Required work — The required result is the number of lines below that hold the word "index", stated without anything else.
═══ Material for this task ═══
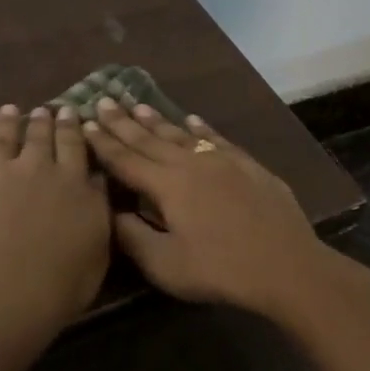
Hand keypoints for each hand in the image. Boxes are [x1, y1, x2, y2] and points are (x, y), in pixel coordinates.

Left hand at [0, 104, 110, 330]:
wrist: (4, 290)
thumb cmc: (60, 283)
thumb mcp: (98, 248)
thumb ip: (97, 211)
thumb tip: (98, 181)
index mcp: (74, 185)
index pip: (75, 148)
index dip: (72, 129)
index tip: (72, 113)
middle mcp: (37, 168)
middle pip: (41, 137)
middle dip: (44, 121)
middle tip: (44, 110)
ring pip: (3, 136)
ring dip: (7, 121)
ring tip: (9, 109)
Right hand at [82, 101, 330, 316]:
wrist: (285, 265)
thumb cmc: (219, 269)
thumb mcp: (165, 264)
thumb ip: (132, 236)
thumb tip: (110, 212)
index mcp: (167, 185)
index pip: (126, 160)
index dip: (103, 143)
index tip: (85, 124)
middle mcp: (191, 163)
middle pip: (150, 139)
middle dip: (123, 122)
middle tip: (103, 101)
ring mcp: (223, 160)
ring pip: (182, 134)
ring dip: (157, 120)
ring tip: (137, 105)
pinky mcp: (248, 166)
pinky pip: (217, 139)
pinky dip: (201, 128)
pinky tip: (193, 119)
═══
Response — 8